I thought about how it's funny how much a person can feel like they don't belong in the only world they've ever known. When I was little I used to love getting dressed up and going to parties with my Mom, but as I got older I began to hate it, I hated being spoiled and often tried to run away from that life by passing on big parties and heading to Gilman St. with my old high school friend Casey, which is where I had originally met Him. But I always ended up getting dragged back home where I didn't belong. So when I finally turned 18 you can imagine the feelings I felt in flying across the country to attend one of the greatest schools in the country, and finally being free, free, free!
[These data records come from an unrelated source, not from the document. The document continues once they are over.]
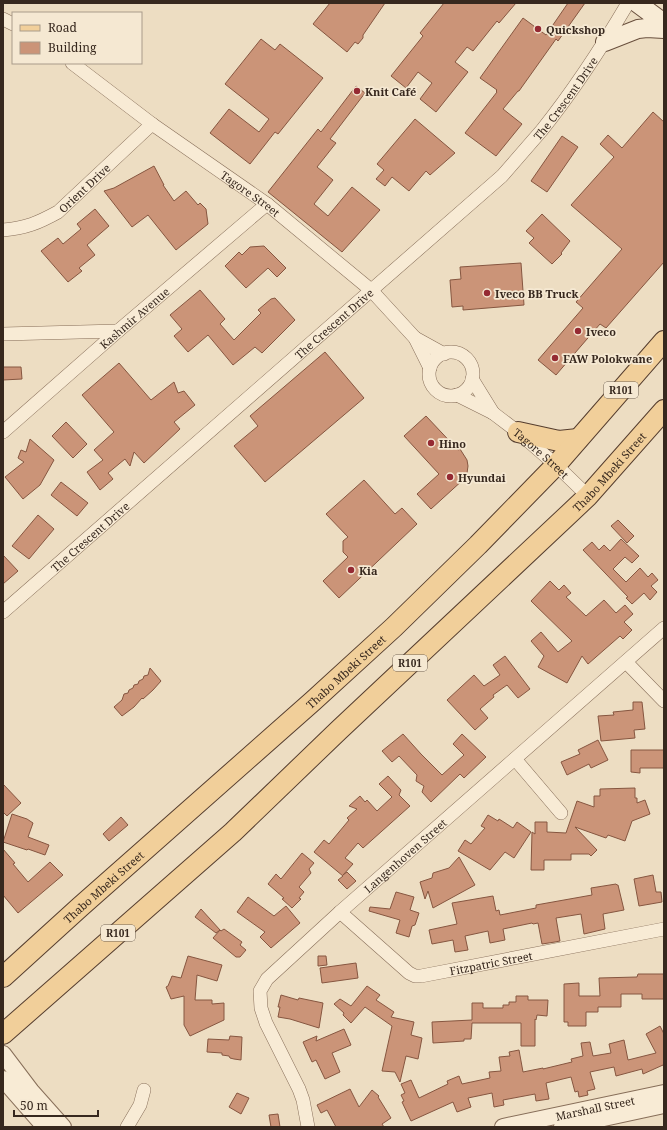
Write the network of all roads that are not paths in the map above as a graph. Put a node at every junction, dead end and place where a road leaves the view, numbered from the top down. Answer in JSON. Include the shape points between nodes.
{"nodes":[{"id":1,"x":628,"y":3,"type":"edge"},
{"id":2,"x":637,"y":3,"type":"edge"},
{"id":3,"x":3,"y":19,"type":"edge"},
{"id":4,"x":664,"y":23,"type":"edge"},
{"id":5,"x":12,"y":24,"type":"edge"},
{"id":6,"x":664,"y":29,"type":"edge"},
{"id":7,"x":605,"y":42,"type":"junction"},
{"id":8,"x":73,"y":64,"type":"edge"},
{"id":9,"x":152,"y":124,"type":"junction"},
{"id":10,"x":267,"y":204,"type":"junction"},
{"id":11,"x":3,"y":230,"type":"edge"},
{"id":12,"x":371,"y":290,"type":"junction"},
{"id":13,"x":118,"y":331,"type":"junction"},
{"id":14,"x":3,"y":334,"type":"edge"},
{"id":15,"x":415,"y":338,"type":"junction"},
{"id":16,"x":664,"y":341,"type":"edge"},
{"id":17,"x":444,"y":354,"type":"junction"},
{"id":18,"x":430,"y":368,"type":"junction"},
{"id":19,"x":472,"y":380,"type":"junction"},
{"id":20,"x":457,"y":395,"type":"junction"},
{"id":21,"x":664,"y":410,"type":"edge"},
{"id":22,"x":493,"y":413,"type":"junction"},
{"id":23,"x":3,"y":432,"type":"edge"},
{"id":24,"x":518,"y":432,"type":"junction"},
{"id":25,"x":578,"y":439,"type":"junction"},
{"id":26,"x":556,"y":465,"type":"junction"},
{"id":27,"x":588,"y":496,"type":"junction"},
{"id":28,"x":3,"y":612,"type":"edge"},
{"id":29,"x":664,"y":628,"type":"edge"},
{"id":30,"x":626,"y":662,"type":"junction"},
{"id":31,"x":664,"y":701,"type":"edge"},
{"id":32,"x":515,"y":759,"type":"junction"},
{"id":33,"x":561,"y":812,"type":"dead end"},
{"id":34,"x":340,"y":912,"type":"junction"},
{"id":35,"x":664,"y":929,"type":"edge"},
{"id":36,"x":3,"y":978,"type":"edge"},
{"id":37,"x":3,"y":1034,"type":"edge"},
{"id":38,"x":3,"y":1054,"type":"edge"},
{"id":39,"x":3,"y":1080,"type":"edge"},
{"id":40,"x":144,"y":1090,"type":"dead end"},
{"id":41,"x":664,"y":1093,"type":"edge"},
{"id":42,"x":664,"y":1105,"type":"edge"},
{"id":43,"x":559,"y":1123,"type":"edge"},
{"id":44,"x":45,"y":1127,"type":"edge"},
{"id":45,"x":63,"y":1127,"type":"edge"},
{"id":46,"x":128,"y":1127,"type":"edge"},
{"id":47,"x":308,"y":1127,"type":"edge"},
{"id":48,"x":503,"y":1127,"type":"edge"}],
"edges":[{"from":1,"to":7,"type":"street","name":"The Crescent Drive"},
{"from":2,"to":4,"type":"main road"},
{"from":3,"to":5,"type":"street"},
{"from":6,"to":7,"type":"main road","via":[[638,28]]},
{"from":7,"to":12,"type":"street","name":"The Crescent Drive","via":[[542,129],[502,176]]},
{"from":8,"to":9,"type":"street","name":"Tagore Street"},
{"from":9,"to":10,"type":"street","name":"Tagore Street"},
{"from":9,"to":11,"type":"street","name":"Orient Drive","via":[[58,212],[26,227]]},
{"from":10,"to":12,"type":"street","name":"Tagore Street"},
{"from":10,"to":13,"type":"street","name":"Kashmir Avenue"},
{"from":12,"to":15,"type":"street","name":"Tagore Street"},
{"from":12,"to":28,"type":"street","name":"The Crescent Drive"},
{"from":13,"to":14,"type":"street"},
{"from":13,"to":23,"type":"street","name":"Kashmir Avenue"},
{"from":15,"to":17,"type":"street","name":"Tagore Street"},
{"from":15,"to":18,"type":"street","name":"Tagore Street"},
{"from":16,"to":25,"type":"main road","name":"Thabo Mbeki Street","number":"R101"},
{"from":17,"to":18,"type":"street","via":[[435,359]]},
{"from":17,"to":19,"type":"street","name":"Tagore Street","via":[[459,354],[466,359],[471,366]]},
{"from":18,"to":20,"type":"street","name":"Tagore Street","via":[[430,381],[437,391],[447,396]]},
{"from":19,"to":20,"type":"street","via":[[467,389]]},
{"from":19,"to":22,"type":"street","name":"Tagore Street"},
{"from":20,"to":22,"type":"street","name":"Tagore Street"},
{"from":21,"to":27,"type":"main road","name":"Thabo Mbeki Street","number":"R101"},
{"from":22,"to":24,"type":"street","name":"Tagore Street"},
{"from":24,"to":25,"type":"main road","via":[[560,441]]},
{"from":24,"to":26,"type":"street","name":"Tagore Street"},
{"from":25,"to":26,"type":"main road","name":"Thabo Mbeki Street","number":"R101"},
{"from":26,"to":27,"type":"street","name":"Tagore Street"},
{"from":26,"to":36,"type":"main road","name":"Thabo Mbeki Street","number":"R101","via":[[394,627]]},
{"from":27,"to":37,"type":"main road","name":"Thabo Mbeki Street","number":"R101","via":[[232,832]]},
{"from":29,"to":30,"type":"street","name":"Langenhoven Street"},
{"from":30,"to":31,"type":"street"},
{"from":30,"to":32,"type":"street","name":"Langenhoven Street"},
{"from":32,"to":33,"type":"street"},
{"from":32,"to":34,"type":"street","name":"Langenhoven Street"},
{"from":34,"to":35,"type":"street","name":"Fitzpatric Street","via":[[415,976]]},
{"from":34,"to":47,"type":"street","name":"Langenhoven Street","via":[[267,980],[260,992],[261,1008],[299,1089]]},
{"from":38,"to":45,"type":"street"},
{"from":39,"to":44,"type":"street"},
{"from":40,"to":46,"type":"street","via":[[140,1105]]},
{"from":41,"to":43,"type":"street","name":"Marshall Street"},
{"from":42,"to":43,"type":"street","name":"Marshall Street"},
{"from":43,"to":48,"type":"street","name":"Marshall Street"}]}
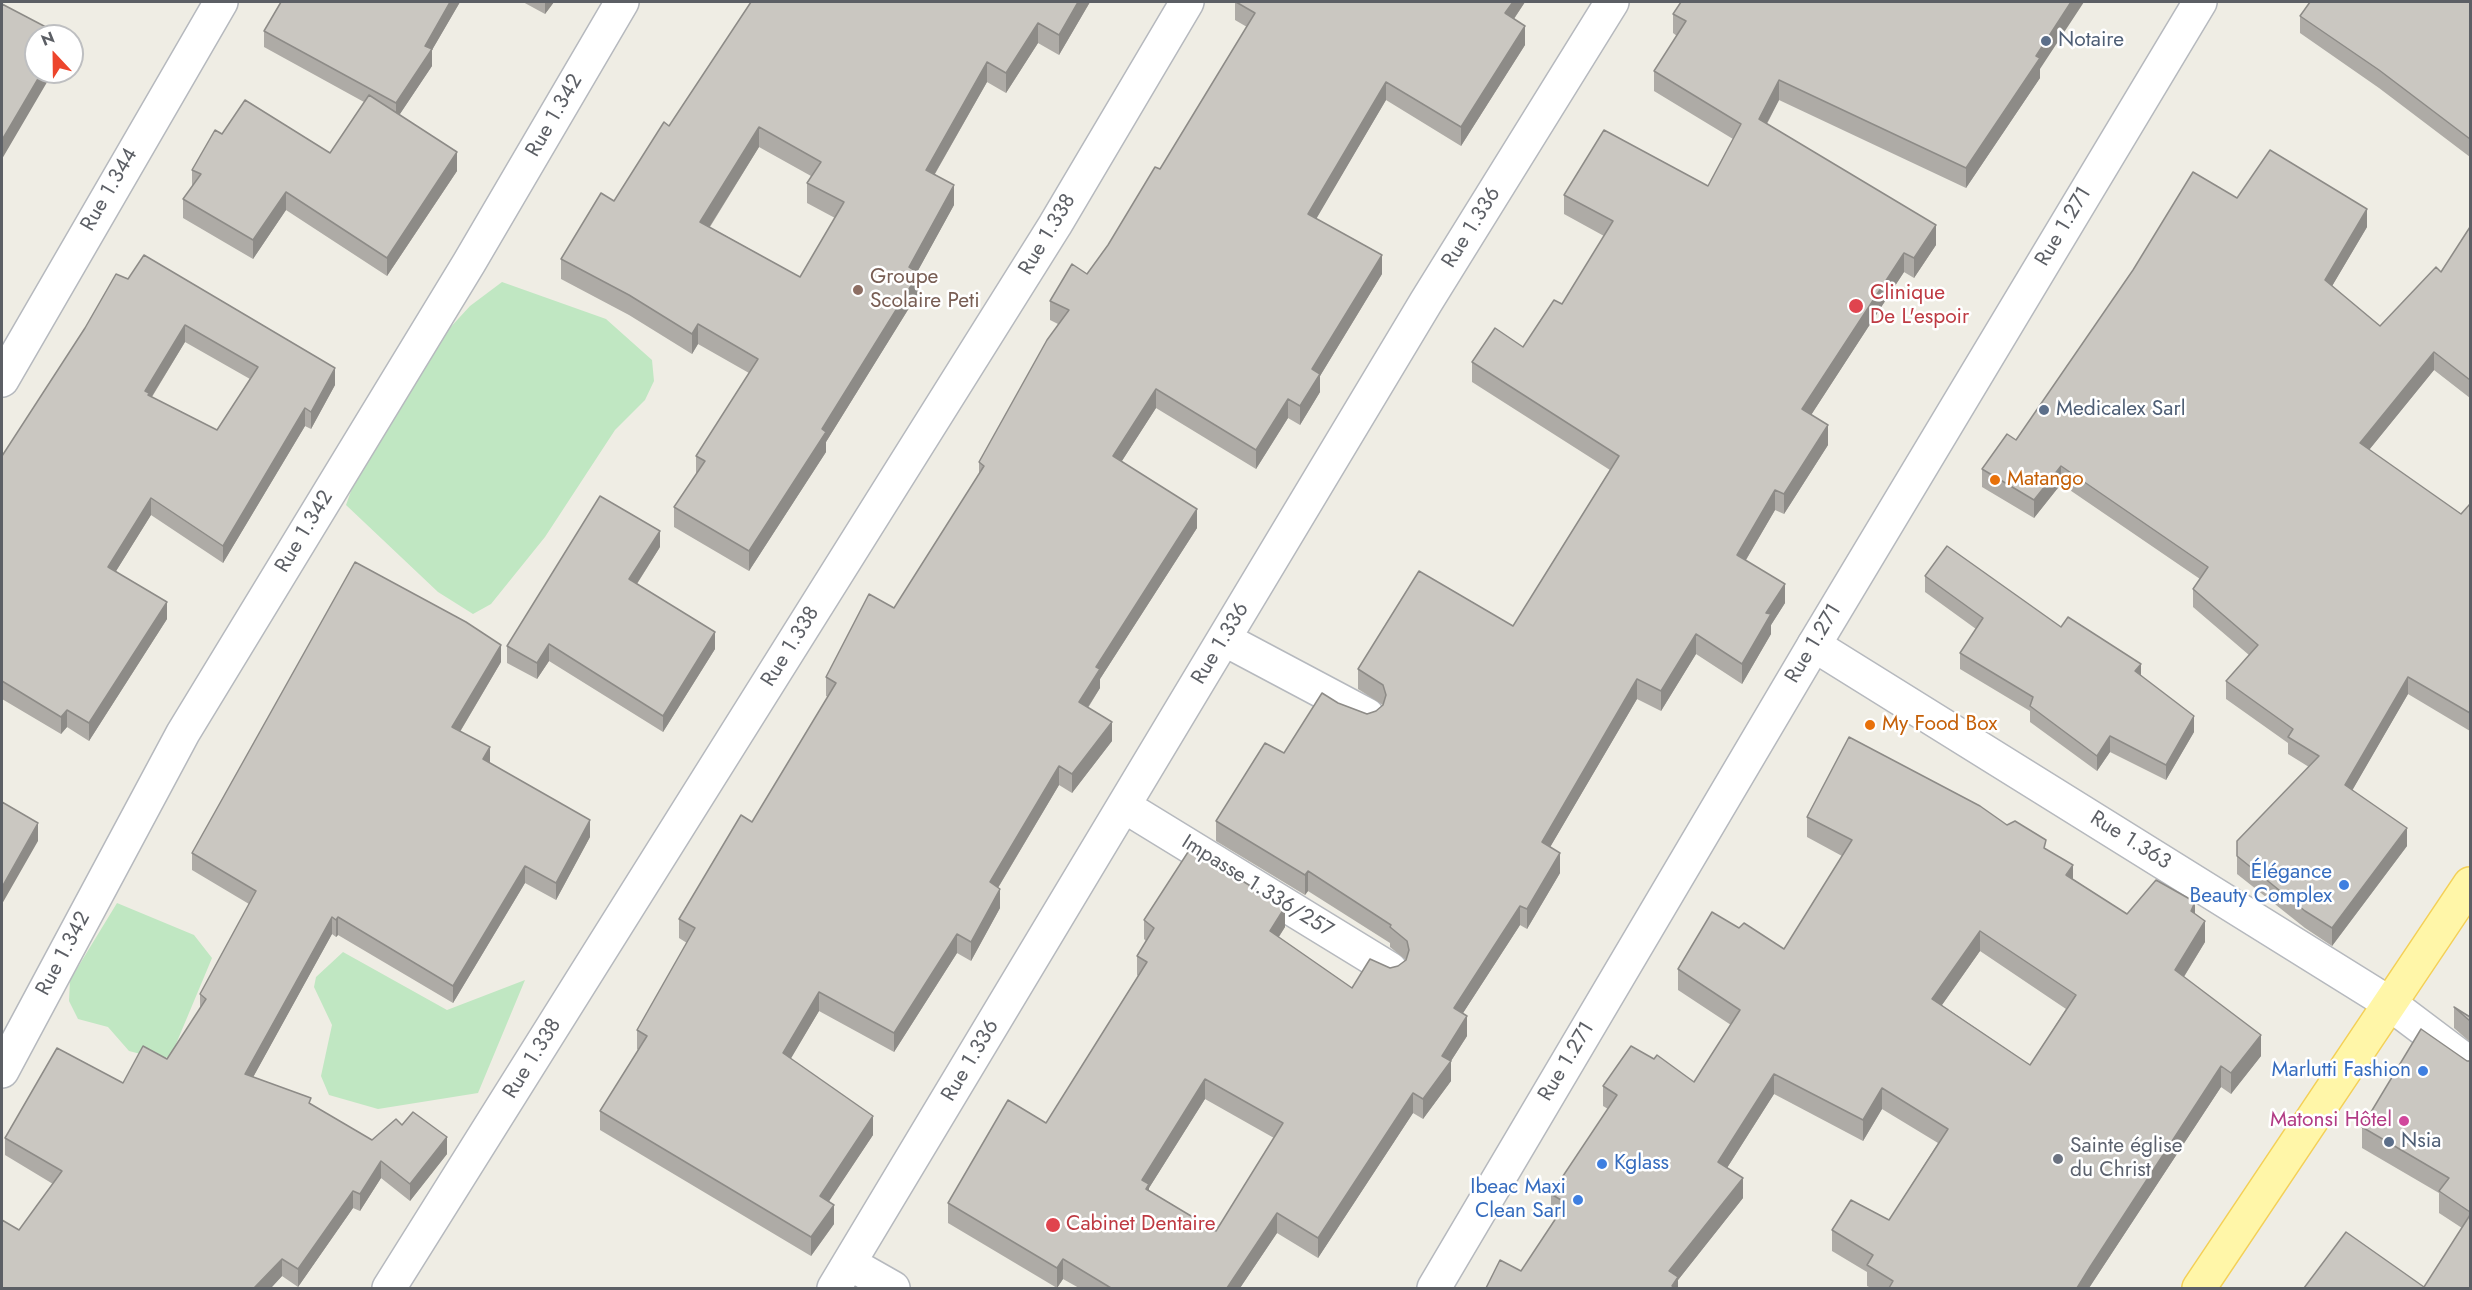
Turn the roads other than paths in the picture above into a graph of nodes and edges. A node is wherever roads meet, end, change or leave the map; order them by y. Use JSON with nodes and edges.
{"nodes":[{"id":1,"x":221,"y":2,"type":"edge"},
{"id":2,"x":622,"y":2,"type":"edge"},
{"id":3,"x":1187,"y":2,"type":"edge"},
{"id":4,"x":1612,"y":2,"type":"edge"},
{"id":5,"x":2200,"y":2,"type":"edge"},
{"id":6,"x":2,"y":380,"type":"edge"},
{"id":7,"x":1224,"y":639,"type":"junction"},
{"id":8,"x":1814,"y":645,"type":"junction"},
{"id":9,"x":1367,"y":715,"type":"edge"},
{"id":10,"x":1124,"y":806,"type":"junction"},
{"id":11,"x":2470,"y":884,"type":"edge"},
{"id":12,"x":1390,"y":969,"type":"edge"},
{"id":13,"x":2389,"y":1003,"type":"junction"},
{"id":14,"x":2470,"y":1064,"type":"edge"},
{"id":15,"x":2,"y":1071,"type":"edge"},
{"id":16,"x":841,"y":1276,"type":"edge"},
{"id":17,"x":389,"y":1288,"type":"edge"},
{"id":18,"x":893,"y":1288,"type":"edge"},
{"id":19,"x":1434,"y":1288,"type":"edge"},
{"id":20,"x":2199,"y":1288,"type":"edge"}],
"edges":[{"from":1,"to":6,"type":"street","name":"Rue 1.344"},
{"from":2,"to":15,"type":"street","name":"Rue 1.342"},
{"from":3,"to":17,"type":"street","name":"Rue 1.338"},
{"from":4,"to":7,"type":"street","name":"Rue 1.336"},
{"from":5,"to":8,"type":"street","name":"Rue 1.271"},
{"from":7,"to":9,"type":"street"},
{"from":7,"to":10,"type":"street","name":"Rue 1.336"},
{"from":8,"to":13,"type":"street","name":"Rue 1.363"},
{"from":8,"to":19,"type":"street","name":"Rue 1.271"},
{"from":10,"to":12,"type":"street","name":"Impasse 1.336/257"},
{"from":10,"to":16,"type":"street","name":"Rue 1.336"},
{"from":11,"to":13,"type":"main road"},
{"from":13,"to":14,"type":"street","name":"Rue 1.363"},
{"from":13,"to":20,"type":"main road"},
{"from":16,"to":18,"type":"street"}]}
But now I was headed back to my Mother, back to the Berkley Heights neighborhood and the fancy parties and celebrations that scarred my youth. I leaned my head back and drowned myself in the music playing in my ears. I felt like I needed to accomplish something in my time in California, like I had to find the answer to a question I had been arguing myself about since I had left. I had to see if I had really left my heart in San Francisco, or at least Berkley.
**
"Oh my Goodness, look at my little Jessie!" my Mother exclaimed as she opened the door to my house. I couldn't tell if it was a good thing or a statement of disgust, seeing as I was dressed in a Ramones T-shirt, ripped jeans and my hair was oily and in desperate need of a good wash. Still she pulled me into the large living room and had hugged and kissed me over and over. I might not agree with my mother's lifestyle, but she was still my Mother and I was happy to see her after all this time. "C'mon Jessica the Smith's are over! You remember them right?" I nodded; the Smith's were our neighbours and my Moms best friends. "They would love to see you! Lets go, they're out at the pool."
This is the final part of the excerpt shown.